- [LISTED ENTRIES]
=== Begin Enclosure ===

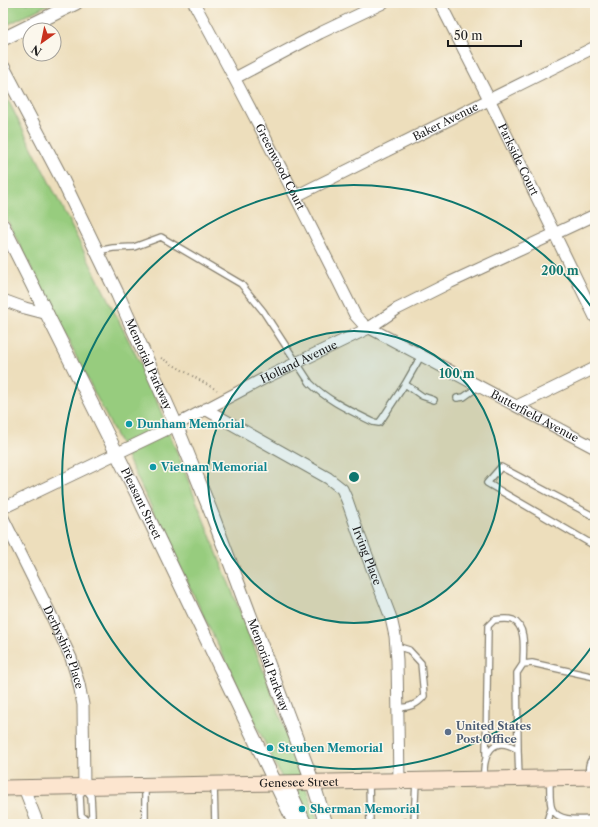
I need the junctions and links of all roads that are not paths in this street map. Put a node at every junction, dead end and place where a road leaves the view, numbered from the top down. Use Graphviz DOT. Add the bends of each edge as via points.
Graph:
graph roads {
  1 [pos="76,3"];
  2 [pos="194,3"];
  3 [pos="383,3"];
  4 [pos="440,3"];
  5 [pos="3,39"];
  6 [pos="595,47"];
  7 [pos="3,67"];
  8 [pos="235,78"];
  9 [pos="488,99"];
  10 [pos="296,196"];
  11 [pos="595,215"];
  12 [pos="3,226"];
  13 [pos="554,235"];
  14 [pos="97,251"];
  15 [pos="3,300"];
  16 [pos="48,314"];
  17 [pos="595,317"];
  18 [pos="368,328"];
  19 [pos="421,356"];
  20 [pos="297,362"];
  21 [pos="595,368"];
  22 [pos="405,384"];
  23 [pos="479,386"];
  24 [pos="457,398"];
  25 [pos="434,400"];
  26 [pos="517,406"];
  27 [pos="205,409"];
  28 [pos="176,425"];
  29 [pos="595,448"];
  30 [pos="116,453"];
  31 [pos="3,508"];
  32 [pos="595,517"];
  33 [pos="3,518"];
  34 [pos="595,546"];
  35 [pos="396,646"];
  36 [pos="523,664"];
  37 [pos="595,677"];
  38 [pos="398,708"];
  39 [pos="518,750"];
  40 [pos="486,755"];
  41 [pos="595,757"];
  42 [pos="592,777"];
  43 [pos="550,778"];
  44 [pos="519,779"];
  45 [pos="484,780"];
  46 [pos="416,781"];
  47 [pos="369,782"];
  48 [pos="399,782"];
  49 [pos="281,783"];
  50 [pos="313,783"];
  51 [pos="214,784"];
  52 [pos="145,786"];
  53 [pos="84,787"];
  54 [pos="3,788"];
  55 [pos="24,788"];
  56 [pos="551,808"];
  57 [pos="595,819"];
  58 [pos="88,821"];
  59 [pos="414,822"];
  60 [pos="38,824"];
  61 [pos="79,824"];
  62 [pos="145,824"];
  63 [pos="215,824"];
  64 [pos="294,824"];
  65 [pos="305,824"];
  66 [pos="326,824"];
  67 [pos="370,824"];
  68 [pos="546,824"];
  1 -- 5 [label="street"];
  2 -- 8 [label="street, Greenwood Court"];
  3 -- 8 [label="street"];
  4 -- 9 [label="street, Parkside Court"];
  6 -- 9 [label="street, Baker Avenue"];
  7 -- 14 [label="street, Memorial Parkway"];
  8 -- 10 [label="street, Greenwood Court"];
  9 -- 10 [label="street, Baker Avenue"];
  9 -- 13 [label="street, Parkside Court"];
  10 -- 18 [label="street, Greenwood Court" via="355,315"];
  11 -- 13 [label="street, Holland Avenue"];
  12 -- 16 [label="street, Pleasant Street"];
  13 -- 17 [label="street, Parkside Court"];
  13 -- 18 [label="street, Holland Avenue" via="397,309"];
  14 -- 20 [label="lane" via="134,247 161,237 240,284 263,311"];
  14 -- 28 [label="street, Memorial Parkway"];
  15 -- 16 [label="street"];
  16 -- 30 [label="street, Pleasant Street"];
  18 -- 19 [label="street, Butterfield Avenue"];
  18 -- 20 [label="street, Holland Avenue"];
  19 -- 22 [label="lane"];
  19 -- 23 [label="street, Butterfield Avenue"];
  20 -- 22 [label="lane" via="316,390 333,402 373,422 379,423"];
  20 -- 27 [label="street, Holland Avenue"];
  21 -- 26 [label="street"];
  22 -- 25 [label="lane" via="422,396"];
  23 -- 24 [label="lane" via="464,397"];
  23 -- 26 [label="street, Butterfield Avenue"];
  26 -- 29 [label="street, Butterfield Avenue"];
  27 -- 28 [label="street, Holland Avenue"];
  27 -- 35 [label="street, Irving Place" via="328,478 342,489 391,618"];
  28 -- 30 [label="street, Holland Avenue"];
  28 -- 50 [label="street, Memorial Parkway" via="214,517"];
  30 -- 31 [label="street, Holland Avenue"];
  30 -- 49 [label="street, Pleasant Street"];
  32 -- 34 [label="lane" via="501,466 487,483"];
  33 -- 53 [label="street, Derbyshire Place" via="52,615 71,658 79,684 83,705"];
  35 -- 38 [label="street, Irving Place"];
  35 -- 38 [label="lane" via="409,650 421,663 424,696 419,703"];
  36 -- 37 [label="lane" via="532,663"];
  36 -- 39 [label="lane" via="517,673"];
  36 -- 40 [label="lane" via="520,628 513,621 494,620 488,626"];
  38 -- 48 [label="street, Irving Place"];
  39 -- 40 [label="lane" via="505,744 496,745"];
  39 -- 44 [label="lane"];
  40 -- 45 [label="lane"];
  41 -- 42 [label="lane" via="588,764"];
  42 -- 43 [label="main road, Genesee Street"];
  43 -- 44 [label="main road, Genesee Street"];
  43 -- 56 [label="lane"];
  44 -- 45 [label="main road, Genesee Street"];
  45 -- 46 [label="main road, Genesee Street"];
  46 -- 48 [label="main road, Genesee Street"];
  46 -- 59 [label="lane"];
  47 -- 48 [label="main road, Genesee Street"];
  47 -- 50 [label="main road, Genesee Street"];
  47 -- 67 [label="lane"];
  49 -- 50 [label="main road, Genesee Street"];
  49 -- 51 [label="main road, Genesee Street"];
  49 -- 64 [label="street"];
  49 -- 65 [label="street"];
  50 -- 66 [label="street, Memorial Parkway"];
  51 -- 52 [label="main road, Genesee Street"];
  51 -- 63 [label="lane"];
  52 -- 53 [label="main road, Genesee Street"];
  52 -- 62 [label="lane"];
  53 -- 55 [label="main road, Genesee Street"];
  53 -- 58 [label="lane" via="91,796 92,815"];
  53 -- 58 [label="lane" via="80,796 81,814"];
  54 -- 55 [label="main road, Genesee Street"];
  55 -- 60 [label="street"];
  56 -- 57 [label="lane" via="564,819"];
  56 -- 68 [label="lane"];
  58 -- 61 [label="lane"];
}
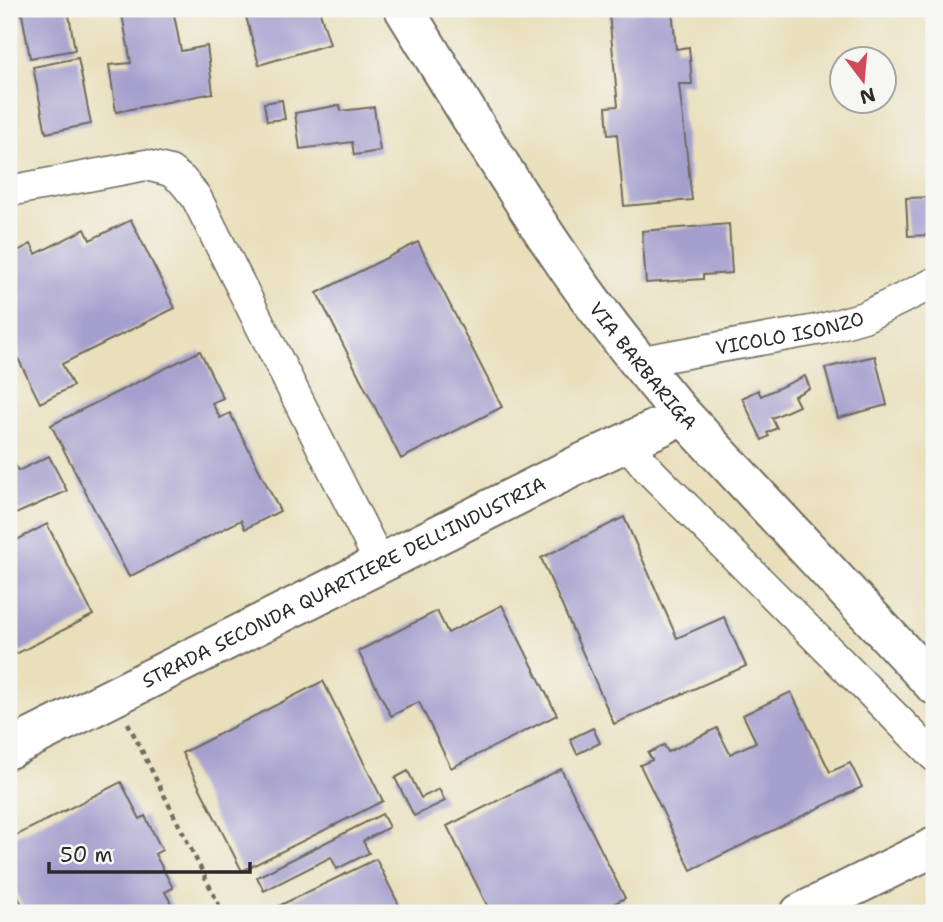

=== End Enclosure ===

- [TASK GOAL] Print each entry exactly, leaving pictures out.

- [EXERCISE RESULT]
I need the junctions and links of all roads that are not paths in this street map. Put a node at every junction, dead end and place where a road leaves the view, numbered from the top down. Use Graphviz DOT. Add the bends of each edge as via points.
Graph:
graph roads {
  1 [pos="76,3"];
  2 [pos="194,3"];
  3 [pos="383,3"];
  4 [pos="440,3"];
  5 [pos="3,39"];
  6 [pos="595,47"];
  7 [pos="3,67"];
  8 [pos="235,78"];
  9 [pos="488,99"];
  10 [pos="296,196"];
  11 [pos="595,215"];
  12 [pos="3,226"];
  13 [pos="554,235"];
  14 [pos="97,251"];
  15 [pos="3,300"];
  16 [pos="48,314"];
  17 [pos="595,317"];
  18 [pos="368,328"];
  19 [pos="421,356"];
  20 [pos="297,362"];
  21 [pos="595,368"];
  22 [pos="405,384"];
  23 [pos="479,386"];
  24 [pos="457,398"];
  25 [pos="434,400"];
  26 [pos="517,406"];
  27 [pos="205,409"];
  28 [pos="176,425"];
  29 [pos="595,448"];
  30 [pos="116,453"];
  31 [pos="3,508"];
  32 [pos="595,517"];
  33 [pos="3,518"];
  34 [pos="595,546"];
  35 [pos="396,646"];
  36 [pos="523,664"];
  37 [pos="595,677"];
  38 [pos="398,708"];
  39 [pos="518,750"];
  40 [pos="486,755"];
  41 [pos="595,757"];
  42 [pos="592,777"];
  43 [pos="550,778"];
  44 [pos="519,779"];
  45 [pos="484,780"];
  46 [pos="416,781"];
  47 [pos="369,782"];
  48 [pos="399,782"];
  49 [pos="281,783"];
  50 [pos="313,783"];
  51 [pos="214,784"];
  52 [pos="145,786"];
  53 [pos="84,787"];
  54 [pos="3,788"];
  55 [pos="24,788"];
  56 [pos="551,808"];
  57 [pos="595,819"];
  58 [pos="88,821"];
  59 [pos="414,822"];
  60 [pos="38,824"];
  61 [pos="79,824"];
  62 [pos="145,824"];
  63 [pos="215,824"];
  64 [pos="294,824"];
  65 [pos="305,824"];
  66 [pos="326,824"];
  67 [pos="370,824"];
  68 [pos="546,824"];
  1 -- 5 [label="street"];
  2 -- 8 [label="street, Greenwood Court"];
  3 -- 8 [label="street"];
  4 -- 9 [label="street, Parkside Court"];
  6 -- 9 [label="street, Baker Avenue"];
  7 -- 14 [label="street, Memorial Parkway"];
  8 -- 10 [label="street, Greenwood Court"];
  9 -- 10 [label="street, Baker Avenue"];
  9 -- 13 [label="street, Parkside Court"];
  10 -- 18 [label="street, Greenwood Court" via="355,315"];
  11 -- 13 [label="street, Holland Avenue"];
  12 -- 16 [label="street, Pleasant Street"];
  13 -- 17 [label="street, Parkside Court"];
  13 -- 18 [label="street, Holland Avenue" via="397,309"];
  14 -- 20 [label="lane" via="134,247 161,237 240,284 263,311"];
  14 -- 28 [label="street, Memorial Parkway"];
  15 -- 16 [label="street"];
  16 -- 30 [label="street, Pleasant Street"];
  18 -- 19 [label="street, Butterfield Avenue"];
  18 -- 20 [label="street, Holland Avenue"];
  19 -- 22 [label="lane"];
  19 -- 23 [label="street, Butterfield Avenue"];
  20 -- 22 [label="lane" via="316,390 333,402 373,422 379,423"];
  20 -- 27 [label="street, Holland Avenue"];
  21 -- 26 [label="street"];
  22 -- 25 [label="lane" via="422,396"];
  23 -- 24 [label="lane" via="464,397"];
  23 -- 26 [label="street, Butterfield Avenue"];
  26 -- 29 [label="street, Butterfield Avenue"];
  27 -- 28 [label="street, Holland Avenue"];
  27 -- 35 [label="street, Irving Place" via="328,478 342,489 391,618"];
  28 -- 30 [label="street, Holland Avenue"];
  28 -- 50 [label="street, Memorial Parkway" via="214,517"];
  30 -- 31 [label="street, Holland Avenue"];
  30 -- 49 [label="street, Pleasant Street"];
  32 -- 34 [label="lane" via="501,466 487,483"];
  33 -- 53 [label="street, Derbyshire Place" via="52,615 71,658 79,684 83,705"];
  35 -- 38 [label="street, Irving Place"];
  35 -- 38 [label="lane" via="409,650 421,663 424,696 419,703"];
  36 -- 37 [label="lane" via="532,663"];
  36 -- 39 [label="lane" via="517,673"];
  36 -- 40 [label="lane" via="520,628 513,621 494,620 488,626"];
  38 -- 48 [label="street, Irving Place"];
  39 -- 40 [label="lane" via="505,744 496,745"];
  39 -- 44 [label="lane"];
  40 -- 45 [label="lane"];
  41 -- 42 [label="lane" via="588,764"];
  42 -- 43 [label="main road, Genesee Street"];
  43 -- 44 [label="main road, Genesee Street"];
  43 -- 56 [label="lane"];
  44 -- 45 [label="main road, Genesee Street"];
  45 -- 46 [label="main road, Genesee Street"];
  46 -- 48 [label="main road, Genesee Street"];
  46 -- 59 [label="lane"];
  47 -- 48 [label="main road, Genesee Street"];
  47 -- 50 [label="main road, Genesee Street"];
  47 -- 67 [label="lane"];
  49 -- 50 [label="main road, Genesee Street"];
  49 -- 51 [label="main road, Genesee Street"];
  49 -- 64 [label="street"];
  49 -- 65 [label="street"];
  50 -- 66 [label="street, Memorial Parkway"];
  51 -- 52 [label="main road, Genesee Street"];
  51 -- 63 [label="lane"];
  52 -- 53 [label="main road, Genesee Street"];
  52 -- 62 [label="lane"];
  53 -- 55 [label="main road, Genesee Street"];
  53 -- 58 [label="lane" via="91,796 92,815"];
  53 -- 58 [label="lane" via="80,796 81,814"];
  54 -- 55 [label="main road, Genesee Street"];
  55 -- 60 [label="street"];
  56 -- 57 [label="lane" via="564,819"];
  56 -- 68 [label="lane"];
  58 -- 61 [label="lane"];
}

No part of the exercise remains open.